If you’re training for an athletic goal, a well-designed plan will take you through phases of base building (which set you up to peak), and intensifying or peaking (which set you up to perform well at a competition). You don’t struggle through a training block just because it’s hard, you do it because it gives you something meaningful: more muscle mass, more strength, better conditioning, or whatever is its goal. Each phase of training does its job and sets you up for the next.

Does it encourage black-and-white thinking?

Life is full of grey areas. Disordered eating often involves black-and-white thinking that puts some foods completely off-limits. Our thought patterns in other types of mental illness, like anxiety and depression, can also fall into the trap of black-and-white thinking. A fitness challenge that encourages this kind of thinking is unlikely to lead you to healthy habits in the long term.

Along these lines, fitness challenges turn aspects of fitness that should be normal into things that overwhelm you. Why do three sets of 10 pushups when you can do 100 a day? they ask. Or Instead of eating healthy most of the time, let’s put sugar off limits for a whole month.

Many fitness challenges include a dietary component, sometimes involving specific foods or meal plans. Let me just remind you that this is basically a crash diet, and if you’re feeling tempted to try one, there are better ways to harness that energy.

So what does a good challenge or program look like?

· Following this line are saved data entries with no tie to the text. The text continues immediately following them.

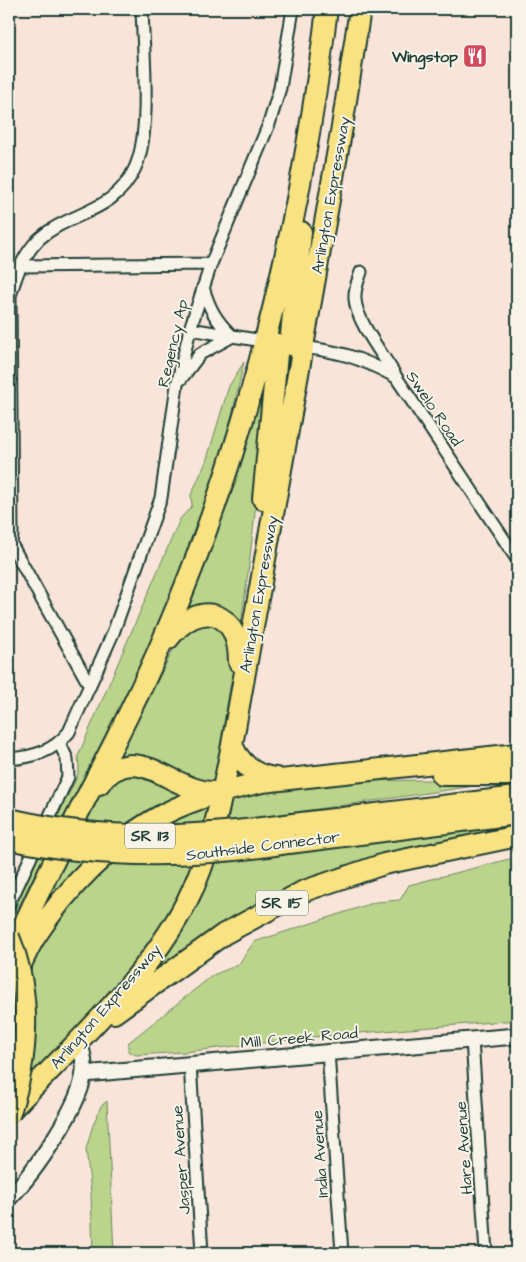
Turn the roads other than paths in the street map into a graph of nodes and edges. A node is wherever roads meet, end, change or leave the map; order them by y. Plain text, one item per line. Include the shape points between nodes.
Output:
1 (142, 9) edge
2 (293, 9) edge
3 (326, 9) edge
4 (360, 9) edge
5 (211, 264) junction
6 (20, 266) junction
7 (362, 272) dead end
8 (203, 287) junction
9 (190, 329) junction
10 (233, 336) junction
11 (284, 344) junction
12 (396, 377) junction
13 (178, 385) junction
14 (10, 545) edge
15 (517, 558) edge
16 (154, 660) junction
17 (90, 686) junction
18 (237, 714) junction
19 (59, 742) junction
20 (232, 745) junction
21 (517, 754) edge
22 (9, 759) edge
23 (349, 774) junction
24 (517, 775) edge
25 (288, 778) junction
26 (223, 791) junction
27 (517, 797) edge
28 (80, 812) junction
29 (517, 814) edge
30 (9, 819) edge
31 (291, 833) junction
32 (517, 836) edge
33 (9, 839) edge
34 (9, 904) edge
35 (9, 937) edge
36 (9, 960) edge
37 (9, 993) edge
38 (517, 1036) edge
39 (79, 1039) junction
40 (472, 1040) junction
41 (328, 1052) junction
42 (190, 1064) junction
43 (84, 1074) junction
44 (9, 1113) edge
45 (9, 1198) edge
46 (202, 1253) edge
47 (342, 1253) edge
48 (486, 1253) edge

1 - 6 street via 144,119 135,168 116,194 40,239
2 - 5 street, Regency Ap via 280,88 269,124
3 - 11 highway
4 - 11 highway, Arlington Expressway via 344,118
5 - 6 street
5 - 8 street, Regency Ap
6 - 14 street via 10,296
7 - 12 street via 355,300 359,315
8 - 9 street, Regency Ap
8 - 10 street via 217,322
9 - 10 street, Swelo Road
9 - 13 street, Regency Ap
10 - 11 street, Swelo Road
10 - 13 street via 200,354
11 - 12 street, Swelo Road via 340,352 370,362
11 - 16 highway, Arlington Expressway
11 - 18 highway, Arlington Expressway via 253,624
12 - 15 street, Swelo Road
13 - 17 street, Regency Ap via 161,498 113,633
14 - 17 street
16 - 18 highway via 186,620 203,614 223,619 233,628 238,642
16 - 28 highway, Arlington Expressway
17 - 19 street, Regency Ap via 73,724
18 - 20 highway, Arlington Expressway
19 - 22 street, Regency Ap via 35,756
19 - 34 street via 67,760 68,777
20 - 25 highway via 240,759 256,773 271,778
20 - 26 highway, Arlington Expressway
21 - 23 highway
23 - 24 highway
23 - 25 highway
25 - 26 highway
26 - 28 highway via 195,789 145,767 127,764 106,776
26 - 37 highway via 163,815 90,870 66,895 34,938
26 - 39 highway, Arlington Expressway via 202,865 178,918 146,963
27 - 31 highway, Southside Connector / SR 113
28 - 36 highway, Arlington Expressway via 36,897
29 - 31 highway, Southside Connector / SR 113
30 - 31 highway, Southside Connector / SR 113, bridge via 118,836
31 - 33 highway, Southside Connector / SR 113, bridge via 230,851 155,855 80,851
32 - 39 highway, SR 115 via 384,864 304,891 224,934
35 - 44 highway, bridge via 21,979 26,1024 22,1067
38 - 40 street, Mill Creek Road
39 - 43 street
39 - 44 highway, Arlington Expressway / SR 115
40 - 41 street, Mill Creek Road
40 - 48 street, Hare Avenue
41 - 42 street, Mill Creek Road
41 - 47 street, India Avenue
42 - 43 street, Mill Creek Road
42 - 46 street, Jasper Avenue
43 - 45 street via 57,1134 37,1165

The good type of challenge is just a fitness program that isn’t intended to be run over and over. It’s usually something that makes recovery more difficult, like when I ran a Bulgarian-inspired weightlifting program and had to eat and sleep like it was my job just to keep up. It was worthwhile in the end and even enjoyable in the moment, but I had to put some of my other life priorities on pause to be able to do it. When it was over, I was happy to go back to my usual style of training.

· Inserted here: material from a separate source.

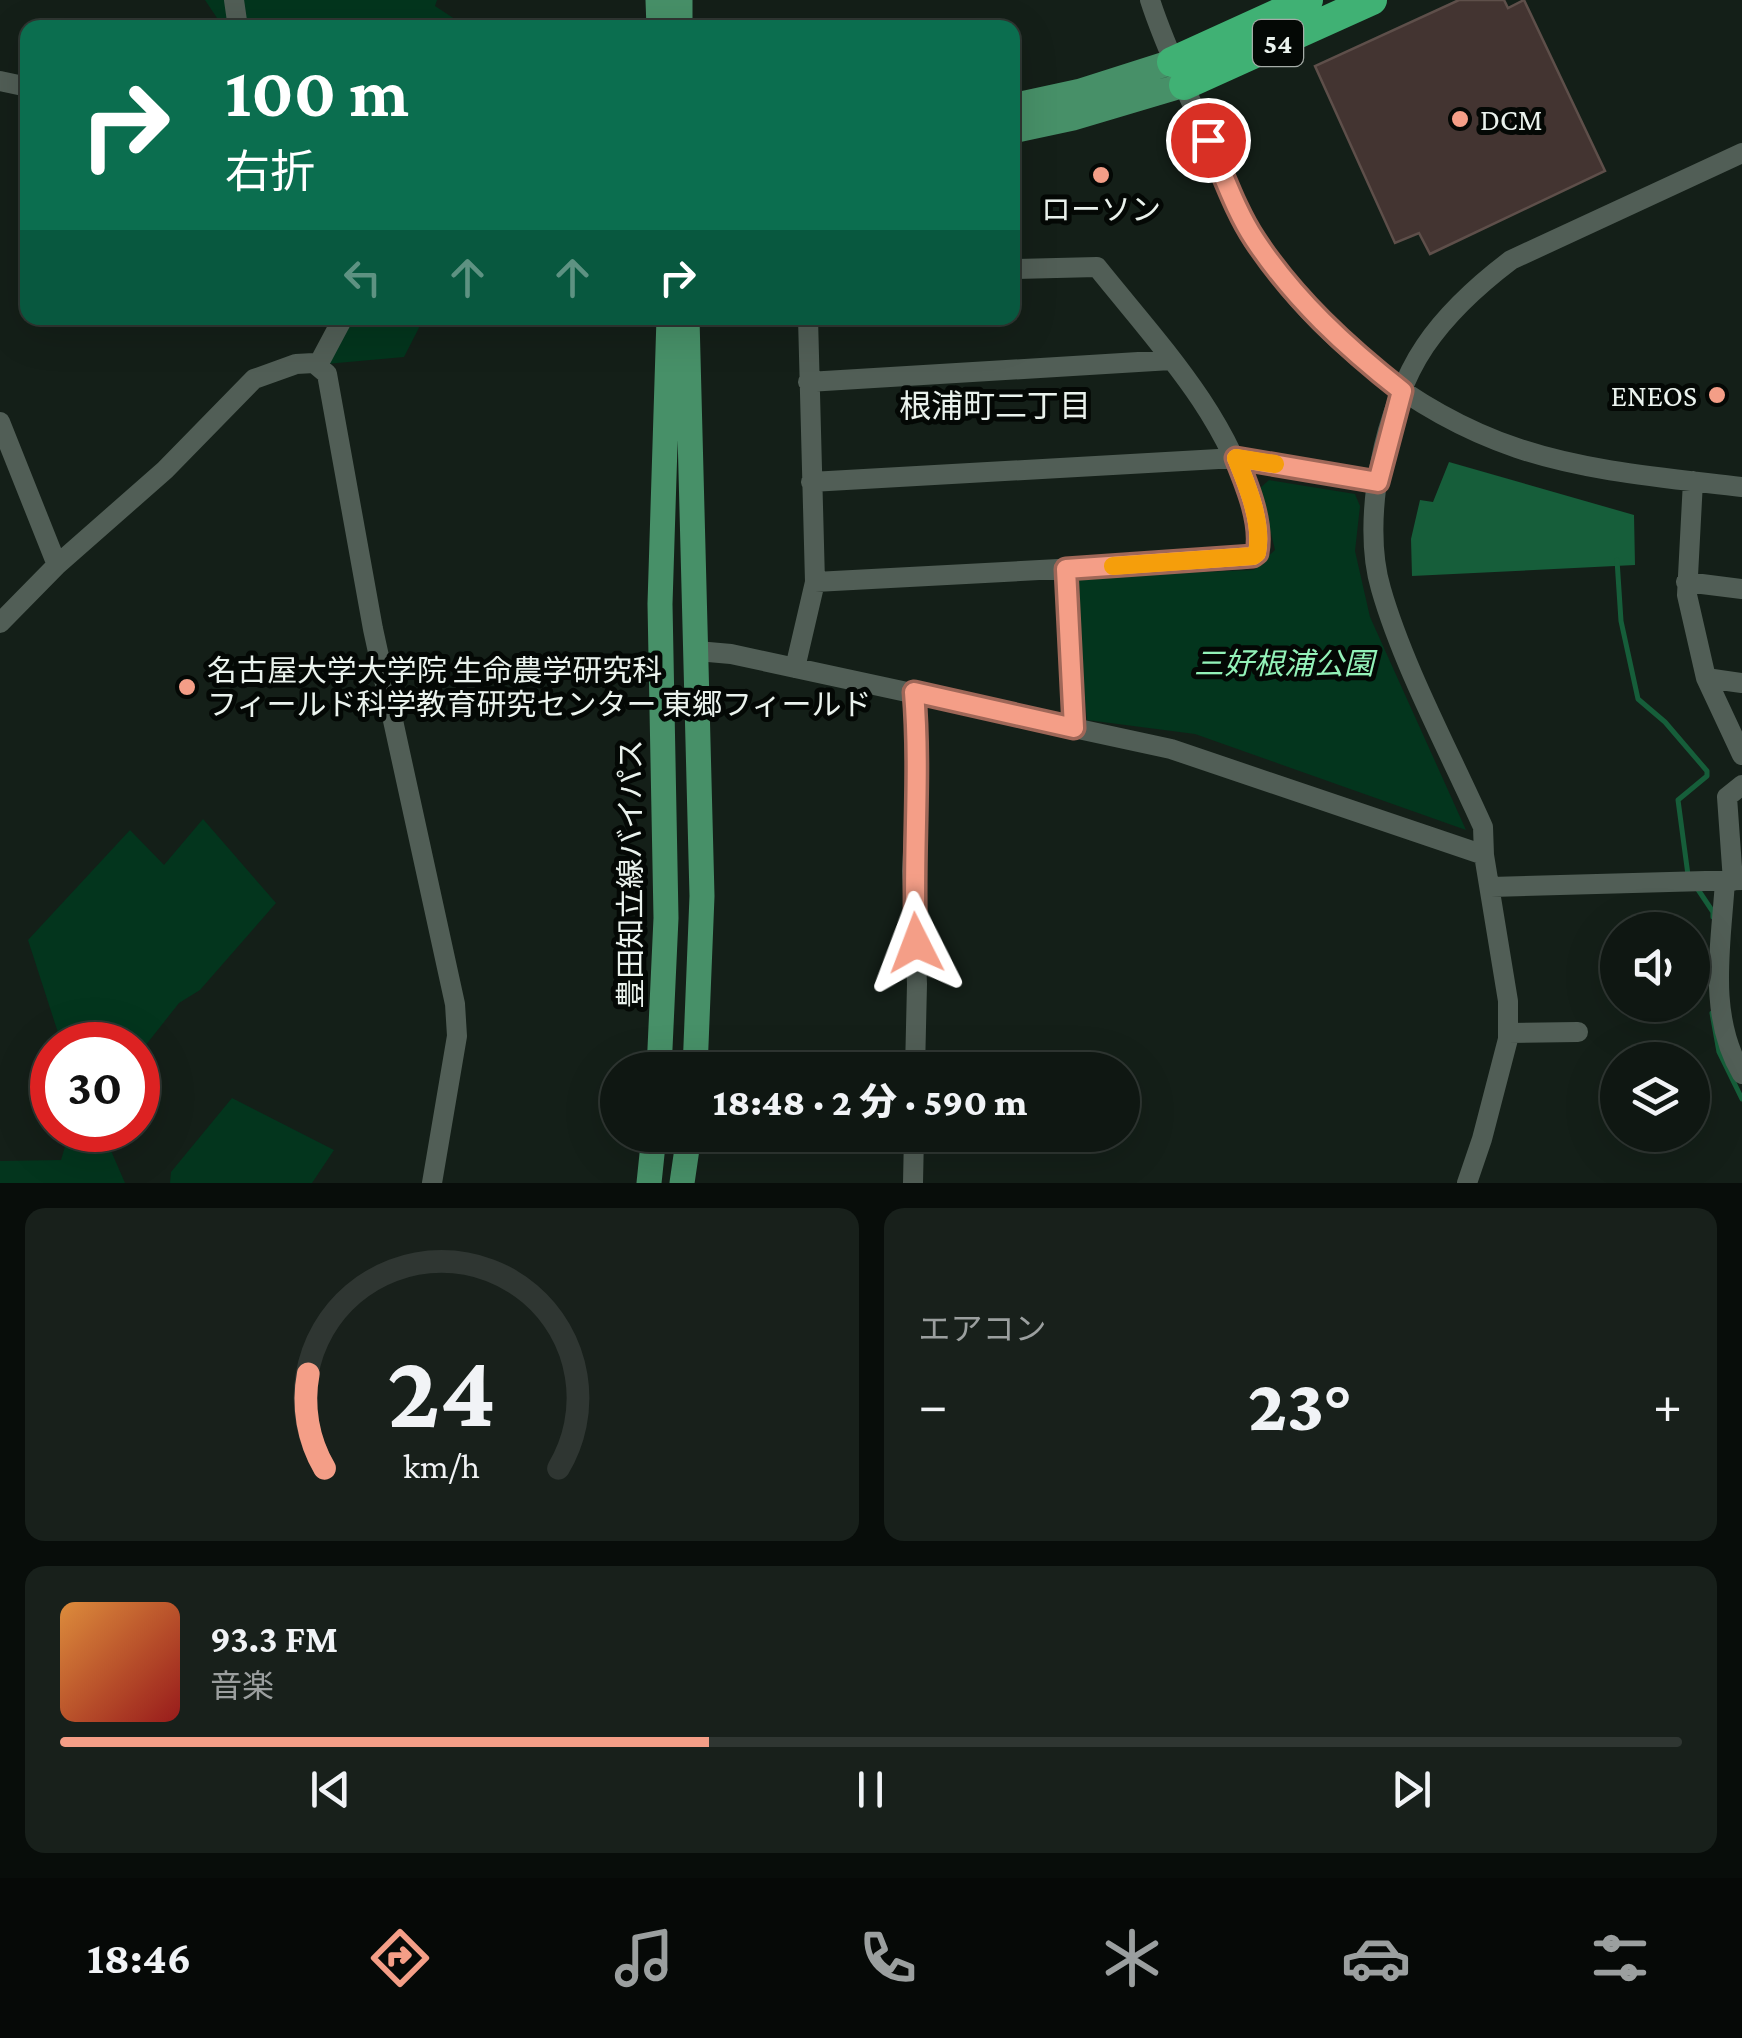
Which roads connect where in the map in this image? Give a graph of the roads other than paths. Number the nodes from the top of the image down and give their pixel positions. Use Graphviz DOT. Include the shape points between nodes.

Training programs don’t have to be like that, though. They can just be training programs. You do the program for a few weeks or months, and at the end, you’re ready for another one just like it.

Either way, here’s what the good kind looks like:

  • The amount of work and the difficulty of the work start out at a level you can handle.
  • If it will be more difficult by the end, there is a reason (other than the creator’s wishful thinking) to believe you’ll be able to handle it by the end.
  • It has a specific purpose that aligns with your goals for your training.
  • It allows for a healthy balance between your fitness and the rest of your life.
  • If it’s difficult, the hard parts are there for a goal-oriented reason, not just to make you suffer.
  • You feel confident about your ability to gauge when and whether it’s time to quit.

This checklist eliminates most silly social-media fitness challenges, but just about any legit training program will pass the test.